[Stored data entries]
※ ※ ※
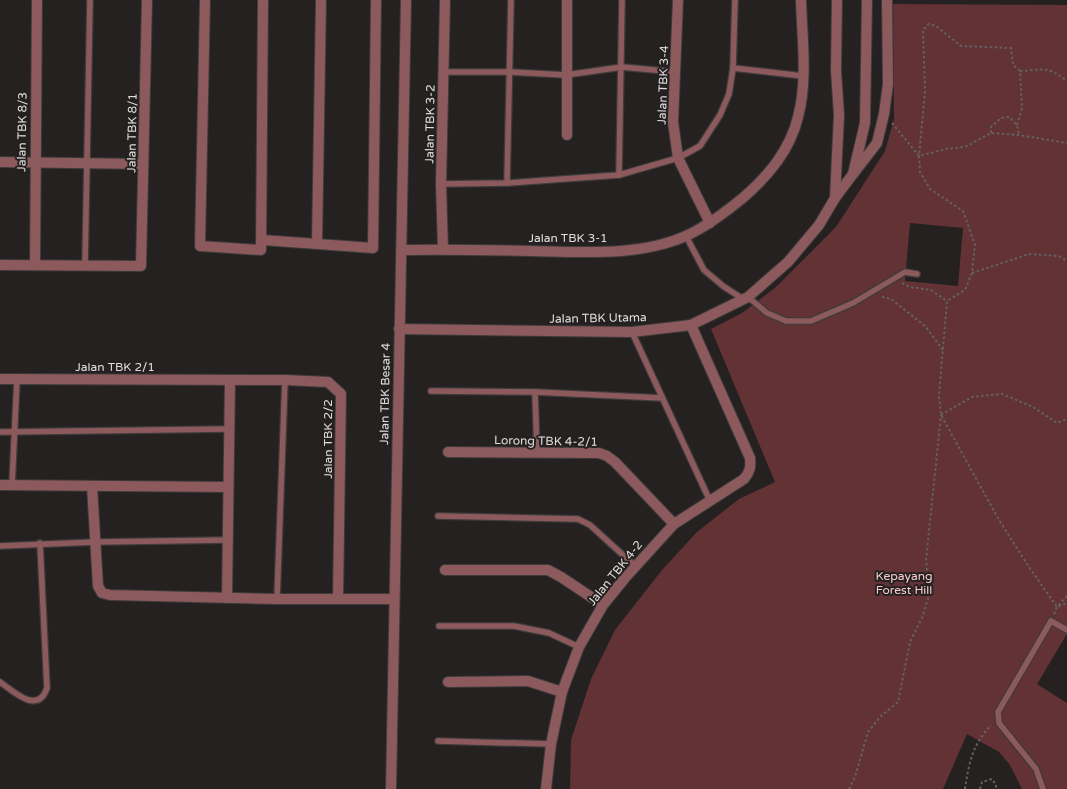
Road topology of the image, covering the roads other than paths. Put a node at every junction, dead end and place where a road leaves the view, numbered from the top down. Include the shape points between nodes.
1 (37, 0) edge
2 (90, 0) edge
3 (147, 0) edge
4 (205, 0) edge
5 (263, 0) edge
6 (321, 0) edge
7 (376, 0) edge
8 (406, 0) edge
9 (445, 0) edge
10 (511, 0) edge
11 (566, 0) edge
12 (622, 0) edge
13 (678, 0) edge
14 (735, 0) edge
15 (801, 0) edge
16 (838, 0) edge
17 (867, 0) edge
18 (886, 0) edge
19 (622, 67) junction
20 (733, 68) junction
21 (443, 72) junction
22 (510, 72) junction
23 (676, 72) junction
24 (566, 75) junction
25 (803, 76) junction
26 (567, 135) dead end
27 (678, 158) junction
28 (0, 162) edge
29 (34, 163) junction
30 (87, 163) junction
31 (143, 164) junction
32 (854, 174) junction
33 (619, 175) junction
34 (507, 182) junction
35 (441, 184) junction
36 (835, 198) junction
37 (710, 223) junction
38 (686, 236) junction
39 (262, 240) junction
40 (317, 244) junction
41 (443, 249) junction
42 (402, 250) junction
43 (0, 265) edge
44 (35, 265) junction
45 (85, 265) junction
46 (917, 274) dead end
47 (746, 298) junction
48 (691, 325) junction
49 (399, 329) junction
50 (632, 332) junction
51 (0, 379) edge
52 (16, 380) junction
53 (230, 380) junction
54 (285, 380) junction
55 (431, 391) dead end
56 (535, 392) junction
57 (662, 398) junction
58 (229, 429) junction
59 (0, 432) edge
60 (14, 432) junction
61 (448, 452) dead end
62 (538, 452) junction
63 (0, 484) edge
64 (12, 485) junction
65 (92, 486) junction
66 (228, 487) junction
67 (710, 501) junction
68 (438, 516) dead end
69 (674, 524) junction
70 (228, 540) junction
71 (95, 542) junction
72 (40, 544) junction
73 (0, 546) edge
74 (635, 566) junction
75 (445, 570) dead end
76 (227, 598) junction
77 (277, 599) junction
78 (338, 599) junction
79 (394, 599) junction
80 (603, 605) junction
81 (439, 626) dead end
82 (1067, 630) edge
83 (579, 648) junction
84 (0, 682) edge
85 (448, 682) dead end
86 (562, 692) junction
87 (438, 741) dead end
88 (551, 744) junction
89 (391, 789) edge
90 (546, 789) edge
91 (1043, 789) edge

1 - 29 street, Jalan TBK 8/3
2 - 30 lane
3 - 31 street, Jalan TBK 8/1
4 - 39 street via 200,246 261,250
5 - 39 street
6 - 40 street
7 - 40 street via 373,248
8 - 42 street, Jalan TBK Besar 4
9 - 21 street, Jalan TBK 3-2
10 - 22 lane
11 - 24 street
12 - 19 lane
13 - 23 street, Jalan TBK 3-4
14 - 20 lane
15 - 25 street, Jalan TBK 3-1
16 - 36 street via 836,71 839,115
17 - 32 street via 864,123
18 - 32 street, Jalan TBK Utama via 888,84 884,114 877,143
19 - 23 lane
19 - 24 lane
19 - 33 lane
20 - 25 lane
20 - 27 lane via 729,94 720,115 700,146
21 - 22 lane
21 - 35 street, Jalan TBK 3-2
22 - 24 lane
22 - 34 lane
23 - 27 street, Jalan TBK 3-4 via 673,122
24 - 26 street
25 - 37 street, Jalan TBK 3-1 via 798,117 786,151 760,183
27 - 33 lane
27 - 37 street, Jalan TBK 3-4
28 - 29 street
29 - 30 street
29 - 44 street, Jalan TBK 8/3
30 - 31 street
30 - 45 lane
31 - 45 street, Jalan TBK 8/1 via 141,266
32 - 36 street, Jalan TBK Utama
33 - 34 lane
34 - 35 lane
35 - 41 street, Jalan TBK 3-2
36 - 47 street, Jalan TBK Utama via 819,225 788,262
37 - 38 street, Jalan TBK 3-1
38 - 41 street, Jalan TBK 3-1 via 652,247 597,253
38 - 47 lane via 704,270 723,286
39 - 40 street
41 - 42 street, Jalan TBK 3-1
42 - 49 street, Jalan TBK Besar 4
43 - 44 street
44 - 45 street
46 - 47 lane via 905,272 853,304 811,321 786,322
47 - 48 street, Jalan TBK Utama
48 - 50 street, Jalan TBK Utama
48 - 67 street, Jalan TBK 4-2 via 750,458 751,467 744,479
49 - 50 street, Jalan TBK Utama
49 - 79 street, Jalan TBK Besar 4
50 - 57 lane
51 - 52 street, Jalan TBK 2/1
52 - 53 street, Jalan TBK 2/1
52 - 60 lane
53 - 54 street, Jalan TBK 2/2
53 - 58 street
54 - 77 lane
54 - 78 street, Jalan TBK 2/2 via 328,382 341,394
55 - 56 lane
56 - 57 lane
56 - 62 lane
57 - 67 lane
58 - 60 lane
58 - 66 street
59 - 60 lane
60 - 64 lane
61 - 62 street, Lorong TBK 4-2/1
62 - 69 street, Lorong TBK 4-2/1 via 599,453 607,456
63 - 64 street
64 - 65 street
65 - 66 street
65 - 71 street
66 - 70 street
67 - 69 street, Jalan TBK 4-2
68 - 74 lane via 578,519 590,525
69 - 74 street, Jalan TBK 4-2
70 - 71 lane
70 - 76 street
71 - 72 lane
71 - 76 street via 98,586 102,593
72 - 73 lane
72 - 84 lane via 47,688 39,700 27,700
74 - 80 street, Jalan TBK 4-2
75 - 80 street via 548,570
76 - 77 street
77 - 78 street
78 - 79 street
79 - 89 street, Jalan TBK Besar 4
80 - 83 street, Jalan TBK 4-2
81 - 83 lane via 514,626 549,632
82 - 91 lane via 1051,621 998,712 1002,727 1036,768
83 - 86 street, Jalan TBK 4-2
85 - 86 street via 528,681
86 - 88 street, Jalan TBK 4-2
87 - 88 lane
88 - 90 street, Jalan TBK 4-2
※ ※ ※
• **Directions**: If a line in the entries includes the word "Utama", copy that line out.

• **Task output**:
18 - 32 street, Jalan TBK Utama via 888,84 884,114 877,143
32 - 36 street, Jalan TBK Utama
36 - 47 street, Jalan TBK Utama via 819,225 788,262
47 - 48 street, Jalan TBK Utama
48 - 50 street, Jalan TBK Utama
49 - 50 street, Jalan TBK Utama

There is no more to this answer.